Josh Rose, CTO, FaceTec: It’s actually an upward spiral once you get to our accuracy levels. Errors are most likely a mistake in tagging, and then when the error is found via the AI calling it out, it can be fixed, and the algo retrained. That results in even higher accuracy. It’s pretty cool to see the accuracy jump when even a single mistake is corrected. And now the AI helps us do that.
Mobile ID World: What role do humans play in training your AI?
Josh Rose, CTO, FaceTec: Our team has ground-truthed our dataset of over 500,000 real-world volunteers from over 180 countries, and then paired down that larger group into a smaller, equally-weighted dataset of human phenotypes that represents all combinations of age, gender, and ethnicity. That’s just on the real user side of the dataset. We also have tens-of-millions of spoof sessions from every conceivable type of spoof, including physical artifacts like photos and masks to digital media, like high-res videos and deepfake puppets. Every one of those sessions, whether spoof or real, has been ground-truthed and sorted into the correct category. You could say we’ve created a hand-made dataset over the last seven-plus years. It contains a massive amount of data about what makes a human a human, and what makes an artifact not a human. And it’s all been assembled and curated by humans.
Mobile ID World: FaceTec’s software now performs nearly two million 3D liveness checks per day for hundreds of customers around the world, but as you mentioned, you also operate a highly-regarded $200,000 Spoof Bounty Program that has successfully rebuffed more than 115,000 attacks in over two years now. How does that program inform your development approach and strengthen your technology for real-world usage?
Josh Rose, CTO, FaceTec: Yeah, our growth has been strong, and we continue to see record-breaking usage month after month. I think the key to FaceTec’s success is that we are always learning; we know we can get better and make our security stronger, while at the same time making it more usable and more accessible for more people. We believe that inviting the smartest, most creative hackers to attack our bounty program is the best way to look into the future, to see what attacks are coming, and it gives us time to create ways to stop them. How we spend our development resources is influenced by the types of attacks we see on the bounty program. Even if they aren’t successful, we can still watch the trends and add extra layers of security in those areas moving forward.
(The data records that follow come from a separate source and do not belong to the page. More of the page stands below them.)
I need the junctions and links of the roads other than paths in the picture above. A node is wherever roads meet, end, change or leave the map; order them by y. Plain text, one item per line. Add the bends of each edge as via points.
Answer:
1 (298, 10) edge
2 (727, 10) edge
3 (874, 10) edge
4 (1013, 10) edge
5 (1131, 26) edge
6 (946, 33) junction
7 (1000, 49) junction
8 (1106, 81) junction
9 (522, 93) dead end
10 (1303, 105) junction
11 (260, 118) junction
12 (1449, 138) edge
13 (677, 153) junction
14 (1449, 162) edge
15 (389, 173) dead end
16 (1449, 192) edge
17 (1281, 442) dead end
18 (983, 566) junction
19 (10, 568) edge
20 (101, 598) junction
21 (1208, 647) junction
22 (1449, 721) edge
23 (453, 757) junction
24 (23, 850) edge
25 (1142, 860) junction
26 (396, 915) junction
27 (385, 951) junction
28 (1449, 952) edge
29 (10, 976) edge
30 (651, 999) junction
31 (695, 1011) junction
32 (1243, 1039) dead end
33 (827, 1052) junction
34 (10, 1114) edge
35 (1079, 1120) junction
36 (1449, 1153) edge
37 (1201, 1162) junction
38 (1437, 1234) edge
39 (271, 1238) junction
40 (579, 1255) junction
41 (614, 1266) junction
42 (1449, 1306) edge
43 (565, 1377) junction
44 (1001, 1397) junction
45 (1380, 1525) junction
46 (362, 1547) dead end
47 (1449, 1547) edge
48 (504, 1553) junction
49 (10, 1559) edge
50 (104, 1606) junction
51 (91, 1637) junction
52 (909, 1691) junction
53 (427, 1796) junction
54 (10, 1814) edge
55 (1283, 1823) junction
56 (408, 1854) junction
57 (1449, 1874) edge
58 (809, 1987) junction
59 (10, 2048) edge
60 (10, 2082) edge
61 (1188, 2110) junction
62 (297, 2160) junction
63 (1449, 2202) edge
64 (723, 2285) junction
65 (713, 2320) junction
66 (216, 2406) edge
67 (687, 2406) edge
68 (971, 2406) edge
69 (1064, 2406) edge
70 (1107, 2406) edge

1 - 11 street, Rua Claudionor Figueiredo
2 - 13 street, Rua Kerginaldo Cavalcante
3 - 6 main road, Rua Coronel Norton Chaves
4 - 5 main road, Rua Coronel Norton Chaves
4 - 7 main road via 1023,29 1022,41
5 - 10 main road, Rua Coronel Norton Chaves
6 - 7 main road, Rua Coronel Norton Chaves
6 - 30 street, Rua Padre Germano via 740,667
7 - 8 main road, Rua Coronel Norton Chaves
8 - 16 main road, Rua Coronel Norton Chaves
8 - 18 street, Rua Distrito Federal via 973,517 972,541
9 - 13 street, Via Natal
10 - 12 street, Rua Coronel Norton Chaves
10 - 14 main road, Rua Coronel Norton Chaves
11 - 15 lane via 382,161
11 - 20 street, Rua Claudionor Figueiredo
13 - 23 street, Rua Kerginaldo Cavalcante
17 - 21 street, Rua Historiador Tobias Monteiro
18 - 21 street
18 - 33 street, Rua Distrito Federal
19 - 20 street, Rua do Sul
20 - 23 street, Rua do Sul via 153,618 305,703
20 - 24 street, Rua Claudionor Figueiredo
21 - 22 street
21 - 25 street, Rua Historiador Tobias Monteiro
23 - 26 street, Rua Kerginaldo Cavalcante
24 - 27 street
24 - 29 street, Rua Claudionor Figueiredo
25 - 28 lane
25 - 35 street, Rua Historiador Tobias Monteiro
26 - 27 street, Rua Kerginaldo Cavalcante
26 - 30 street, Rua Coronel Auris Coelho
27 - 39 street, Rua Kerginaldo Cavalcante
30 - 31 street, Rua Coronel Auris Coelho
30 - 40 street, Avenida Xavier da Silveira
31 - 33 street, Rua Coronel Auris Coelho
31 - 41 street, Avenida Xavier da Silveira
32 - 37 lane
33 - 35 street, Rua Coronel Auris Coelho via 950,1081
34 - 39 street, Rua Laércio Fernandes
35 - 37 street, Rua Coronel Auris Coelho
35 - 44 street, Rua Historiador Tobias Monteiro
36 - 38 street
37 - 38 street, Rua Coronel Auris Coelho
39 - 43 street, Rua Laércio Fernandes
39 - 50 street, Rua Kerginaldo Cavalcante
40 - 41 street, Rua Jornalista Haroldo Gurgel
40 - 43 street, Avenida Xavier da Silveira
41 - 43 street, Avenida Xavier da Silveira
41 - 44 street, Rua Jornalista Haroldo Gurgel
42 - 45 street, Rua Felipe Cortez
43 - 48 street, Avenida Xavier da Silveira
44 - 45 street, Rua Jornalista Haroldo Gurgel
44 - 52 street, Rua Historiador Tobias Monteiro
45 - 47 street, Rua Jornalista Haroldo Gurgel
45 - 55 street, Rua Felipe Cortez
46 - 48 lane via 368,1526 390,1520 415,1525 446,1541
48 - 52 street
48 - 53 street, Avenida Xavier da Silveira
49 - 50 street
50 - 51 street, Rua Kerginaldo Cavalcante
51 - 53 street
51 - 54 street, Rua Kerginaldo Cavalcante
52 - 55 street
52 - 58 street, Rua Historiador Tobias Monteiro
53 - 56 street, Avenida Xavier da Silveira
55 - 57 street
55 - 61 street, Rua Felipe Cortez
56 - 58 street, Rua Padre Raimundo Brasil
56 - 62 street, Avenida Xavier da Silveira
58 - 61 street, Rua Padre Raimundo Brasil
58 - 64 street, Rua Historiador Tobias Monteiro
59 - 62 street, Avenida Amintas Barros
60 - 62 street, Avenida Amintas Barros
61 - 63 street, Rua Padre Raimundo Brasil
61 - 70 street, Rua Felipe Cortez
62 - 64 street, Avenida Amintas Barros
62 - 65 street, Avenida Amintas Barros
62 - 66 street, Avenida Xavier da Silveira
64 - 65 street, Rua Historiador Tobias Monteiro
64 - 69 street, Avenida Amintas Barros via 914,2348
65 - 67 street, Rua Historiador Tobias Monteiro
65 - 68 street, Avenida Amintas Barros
Our bounty program also gives our customers confidence that we are tightly focused on security. No other Liveness vendor in the world offers a bounty program, and that’s probably because they don’t have the same confidence in their technology. Too many vendors are looking out for themselves and not for their customers. Most of the vendors in the Liveness space shouldn’t even be in business now, and I don’t see them lasting much longer as deepfakes proliferate even more.
Mobile ID World: Given the consistent, substantial increases in technology advances and business activities, do you think you’ll continue to see this level of improvement continue throughout this year, and perhaps beyond?
Josh Rose, CTO, FaceTec: 100 percent yes! We’ve been doing this a long time, but I’m still amazed by how much further we see it can go. We have a substantial roadmap, so many ideas are yet to be explored. And I’m hopeful that we will achieve an order of magnitude better performance for both Liveness security and matching accuracy in the coming years. There is just so much data in our 3D FaceScans that I believe it very well may become a functionally deterministic biometric modality.